§ **EXERCISE DETAILS**
Read the data below line by line and copy each one with "Roland" in it.

§ **DATA TO PROCESS**
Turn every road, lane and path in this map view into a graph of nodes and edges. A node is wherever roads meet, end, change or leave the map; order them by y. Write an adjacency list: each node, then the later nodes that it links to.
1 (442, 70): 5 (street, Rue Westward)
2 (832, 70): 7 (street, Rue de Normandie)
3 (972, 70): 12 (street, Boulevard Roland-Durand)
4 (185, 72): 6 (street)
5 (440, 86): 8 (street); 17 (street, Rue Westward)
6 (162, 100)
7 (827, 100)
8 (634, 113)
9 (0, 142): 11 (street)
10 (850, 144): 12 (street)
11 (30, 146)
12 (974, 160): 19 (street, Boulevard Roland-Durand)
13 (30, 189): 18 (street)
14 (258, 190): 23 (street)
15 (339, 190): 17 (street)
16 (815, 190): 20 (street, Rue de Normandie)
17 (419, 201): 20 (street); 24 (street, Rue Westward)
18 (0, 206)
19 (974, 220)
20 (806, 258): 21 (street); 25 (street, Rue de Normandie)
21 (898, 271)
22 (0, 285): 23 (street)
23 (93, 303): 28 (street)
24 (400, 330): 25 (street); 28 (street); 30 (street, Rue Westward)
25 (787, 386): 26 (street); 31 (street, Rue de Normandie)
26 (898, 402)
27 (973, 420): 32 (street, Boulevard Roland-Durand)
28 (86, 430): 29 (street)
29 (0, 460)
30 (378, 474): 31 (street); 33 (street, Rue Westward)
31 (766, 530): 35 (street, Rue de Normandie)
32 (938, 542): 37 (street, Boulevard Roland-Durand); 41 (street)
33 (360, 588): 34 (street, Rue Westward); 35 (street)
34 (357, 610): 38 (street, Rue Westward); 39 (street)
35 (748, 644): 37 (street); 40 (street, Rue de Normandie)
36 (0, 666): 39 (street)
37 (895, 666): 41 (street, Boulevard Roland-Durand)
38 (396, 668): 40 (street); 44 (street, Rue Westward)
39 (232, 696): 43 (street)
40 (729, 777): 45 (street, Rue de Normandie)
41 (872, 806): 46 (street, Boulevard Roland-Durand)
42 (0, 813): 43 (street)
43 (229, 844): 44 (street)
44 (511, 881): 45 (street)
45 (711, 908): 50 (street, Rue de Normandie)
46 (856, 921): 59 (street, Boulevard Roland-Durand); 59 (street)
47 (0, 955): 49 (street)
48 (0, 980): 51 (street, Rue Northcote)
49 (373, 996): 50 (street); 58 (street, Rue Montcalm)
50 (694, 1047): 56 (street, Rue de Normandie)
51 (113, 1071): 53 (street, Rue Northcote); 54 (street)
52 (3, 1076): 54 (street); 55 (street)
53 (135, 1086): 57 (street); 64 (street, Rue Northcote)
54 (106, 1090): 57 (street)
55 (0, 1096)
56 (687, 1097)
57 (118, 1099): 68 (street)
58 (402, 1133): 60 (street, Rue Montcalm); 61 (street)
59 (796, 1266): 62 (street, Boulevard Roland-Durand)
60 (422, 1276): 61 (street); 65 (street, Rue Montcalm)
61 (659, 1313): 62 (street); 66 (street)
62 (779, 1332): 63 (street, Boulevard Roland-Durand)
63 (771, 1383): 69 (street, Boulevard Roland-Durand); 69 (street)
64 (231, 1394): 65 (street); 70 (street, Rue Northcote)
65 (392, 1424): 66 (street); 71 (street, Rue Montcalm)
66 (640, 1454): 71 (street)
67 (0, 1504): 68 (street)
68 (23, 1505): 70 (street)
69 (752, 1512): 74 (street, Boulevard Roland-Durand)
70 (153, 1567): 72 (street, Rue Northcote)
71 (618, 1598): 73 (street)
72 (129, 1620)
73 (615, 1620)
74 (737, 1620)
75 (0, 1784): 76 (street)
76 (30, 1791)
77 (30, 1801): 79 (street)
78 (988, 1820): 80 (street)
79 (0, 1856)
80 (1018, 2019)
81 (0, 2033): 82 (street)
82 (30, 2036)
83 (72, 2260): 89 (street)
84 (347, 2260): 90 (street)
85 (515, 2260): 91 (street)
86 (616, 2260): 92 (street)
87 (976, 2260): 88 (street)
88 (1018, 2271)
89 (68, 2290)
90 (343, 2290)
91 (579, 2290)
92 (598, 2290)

§ **ANSWER TO THIS PROBLEM**
3 (972, 70): 12 (street, Boulevard Roland-Durand)
12 (974, 160): 19 (street, Boulevard Roland-Durand)
27 (973, 420): 32 (street, Boulevard Roland-Durand)
32 (938, 542): 37 (street, Boulevard Roland-Durand); 41 (street)
37 (895, 666): 41 (street, Boulevard Roland-Durand)
41 (872, 806): 46 (street, Boulevard Roland-Durand)
46 (856, 921): 59 (street, Boulevard Roland-Durand); 59 (street)
59 (796, 1266): 62 (street, Boulevard Roland-Durand)
62 (779, 1332): 63 (street, Boulevard Roland-Durand)
63 (771, 1383): 69 (street, Boulevard Roland-Durand); 69 (street)
69 (752, 1512): 74 (street, Boulevard Roland-Durand)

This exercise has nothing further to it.